Scratch 本格的なプログラミングに必要なブロック





これより、ビジュアル・プログラミングでの本格的なプログラミング技術解説に入っていきますので、これまでのプログラミング3要素(順次処理・分岐処理・反復処理)に加え、以下のような技術的な知識の習得が必要となります。(Scratch の基本的な操作方法やブロックの意味などは省略します。)

プログラミング技術解説

① イベント
プログラムは、勝手に実行されることはありません。何らかの“きっかけ”があってはじめて実行されます。例えば、「ボタンが押されたら」「9時になったら」「呼び出されたら」などのような“きっかけ”が必要です。

「イベント=きっかけ」と覚えてください。

② スプライト(Scratch特有)
Scratch 特有のスプライト(猫やリンゴなど)は、単純に画面上に表示されるキャラクターを意味するだけではなく、それぞれが別のプログラムということを表しています。

猫のスプライトなら猫に対するプログラムを作成し、リンゴはリンゴといった「別プログラム」という重要な概念です。

イベントの「メッセージ」を使って互いにやり取りすることで、連携したプログラムを作成することもできます。

③ 変数
すべてのデータ形式(数値、文字、真偽、日付)を格納することができる入れ物です。主に一時的に保存され、中のデータも頻繁に変わることから「変数」と呼ばれます。変数に名前を付けたり、中身のデータを取り出すこともできます。

・「すべてのスプライト用」
  すべてのスプライトとステージが使用できる変数

・「このスプライトのみ」
  この変数を作成したスプライトだけが使用できる

<変数の特性>
・変数とは、一時的にデータを格納するもの

・[変数]に10を代入すると[変数]の値は、「10」になる。

・[変数]の値に対して、20を加えたい場合、そのまま[変数]に20を代入すると、上書きされて[変数]の値が、20になってしまうため、代入前に計算を行う。まず[変数]の現在の値を取り出してから、20を加え、それを再度、[変数]に代入して戻してあげる必要がある。



④ 同期
●猫スプライト
1.緑の旗が押されたら
2.猫が[メッセージ1]を送って待つ

●林檎スプライト
3.林檎が[メッセージ1]を受け取った時
4.林檎を180度回す

●猫スプライト
林檎スプライトの「180度回す」が終了したら
5.猫が「こんにちは!」と言う … 同期

⑤ 非同期
●猫スプライト
1.緑の旗が押されたら
2.猫が[メッセージ1]を送る。送ったら次の3へ
3.猫が「こんにちは!」と言う … 非同期

●林檎スプライト
1.林檎が[メッセージ1]を受け取った時
2.猫の処理を待たず、林檎を180度回す



⑥定義(関数)
【関数】消費税込みの金額を計算します。関数なので、呼び出せばいつでも実行できます。入力値の「100」を関数の引数として渡し、関数内で「100*1.1」を計算。結果をもとに「○と言う」を実行。

⑦デバッグ
[x座標]が50に等しければ、スプライトを10歩動かす。そうでなければ、20歩動かす。という処理の場合

この場合のデバッグ処理は
 1.[x座標]そのものをステージ上に表示する
 2.真の場合の[10歩動かす]が実行されたかを確認
 3.偽の場合の[20歩動かす]が実行されたかを確認

※[x座標]の値によって処理が分岐するため、この時の[x座標]の値が知りたい。

簡易的な方法では、「○と言う」ブロックを使用して、データ値が何か、処理がどこを通ったのかがわかります。

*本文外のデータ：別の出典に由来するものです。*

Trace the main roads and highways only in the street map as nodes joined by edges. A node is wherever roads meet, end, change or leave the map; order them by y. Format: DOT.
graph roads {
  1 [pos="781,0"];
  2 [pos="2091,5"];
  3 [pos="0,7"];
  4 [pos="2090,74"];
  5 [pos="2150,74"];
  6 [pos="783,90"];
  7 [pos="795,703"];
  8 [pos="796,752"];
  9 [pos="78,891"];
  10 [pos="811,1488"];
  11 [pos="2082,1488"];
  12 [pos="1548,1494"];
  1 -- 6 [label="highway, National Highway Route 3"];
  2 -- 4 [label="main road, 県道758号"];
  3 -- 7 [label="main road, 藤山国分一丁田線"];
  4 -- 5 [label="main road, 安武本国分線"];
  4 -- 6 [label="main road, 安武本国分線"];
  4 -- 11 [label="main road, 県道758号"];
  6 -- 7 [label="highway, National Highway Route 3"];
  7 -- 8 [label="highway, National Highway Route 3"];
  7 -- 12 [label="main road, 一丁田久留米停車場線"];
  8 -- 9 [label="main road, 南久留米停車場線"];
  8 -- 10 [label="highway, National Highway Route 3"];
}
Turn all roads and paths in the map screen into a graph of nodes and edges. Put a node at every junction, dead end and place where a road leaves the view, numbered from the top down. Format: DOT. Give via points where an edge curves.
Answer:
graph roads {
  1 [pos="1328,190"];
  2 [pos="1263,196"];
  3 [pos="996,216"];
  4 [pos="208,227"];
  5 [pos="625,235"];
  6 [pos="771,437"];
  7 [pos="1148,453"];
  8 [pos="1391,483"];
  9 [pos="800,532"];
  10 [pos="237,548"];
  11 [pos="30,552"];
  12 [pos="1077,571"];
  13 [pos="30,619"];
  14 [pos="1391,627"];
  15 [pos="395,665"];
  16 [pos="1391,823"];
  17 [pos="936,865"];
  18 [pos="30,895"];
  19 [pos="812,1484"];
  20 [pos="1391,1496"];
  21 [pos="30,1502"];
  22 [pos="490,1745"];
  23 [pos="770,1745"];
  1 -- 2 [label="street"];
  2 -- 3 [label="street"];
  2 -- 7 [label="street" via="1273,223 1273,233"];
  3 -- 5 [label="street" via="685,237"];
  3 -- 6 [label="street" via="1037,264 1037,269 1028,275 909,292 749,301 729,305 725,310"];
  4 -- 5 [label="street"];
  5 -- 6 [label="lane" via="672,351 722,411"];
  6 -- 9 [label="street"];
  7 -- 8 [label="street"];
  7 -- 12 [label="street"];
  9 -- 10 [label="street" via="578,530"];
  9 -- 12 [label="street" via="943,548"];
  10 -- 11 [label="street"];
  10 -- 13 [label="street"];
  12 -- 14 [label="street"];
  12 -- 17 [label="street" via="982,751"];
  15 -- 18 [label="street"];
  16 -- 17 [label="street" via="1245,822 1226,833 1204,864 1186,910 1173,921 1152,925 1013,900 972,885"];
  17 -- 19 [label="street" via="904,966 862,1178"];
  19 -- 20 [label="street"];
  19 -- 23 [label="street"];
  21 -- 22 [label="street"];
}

① [x座標=50]の判定する場合、1つ前にブロックを挿入
  この時点での[x座標]の値がわかる

②「もし~なら」の場合
  真の場合:x座標値の表示と共に、真であることがわかる

③「もし~でなければ」の場合
  偽の場合:x座標値の表示と共に、偽であることがわかる

※また、処理がそのまま進んでしまっては困る場合、以下のブロックを使用して、一時的に処理を止めることもできます。





⑧ 入力制御(入力チェック)
入力ボックスから、24を超えた数字が入力されることを想定してチェック処理を入れてはじきます。入力ボックスを使用する場合、こちらが数字を想定していても実際には、文字や全角の数字も入力できてしまうので、プログラム側でこのような制御が必要になります。

⑨ コメント
プログラムは自分で作成して自分だけが見るという範囲で考えがちですが、他の人が見たり、修正したりすることもあり得ます。それを想定して、プログラム内でこの部分は一体何をやっているのか分かりづらい、他の人が見た時に複雑な場合などに、コメントを付けて教えてあげる機能です。

⑩ エラー処理
これまでのパソコン操作経験で、何度か遭遇することがあった「エラー」です。パソコン画面が固まったりするのも含まれますが、「エラーメッセージ」が画面上に表示されることがあります。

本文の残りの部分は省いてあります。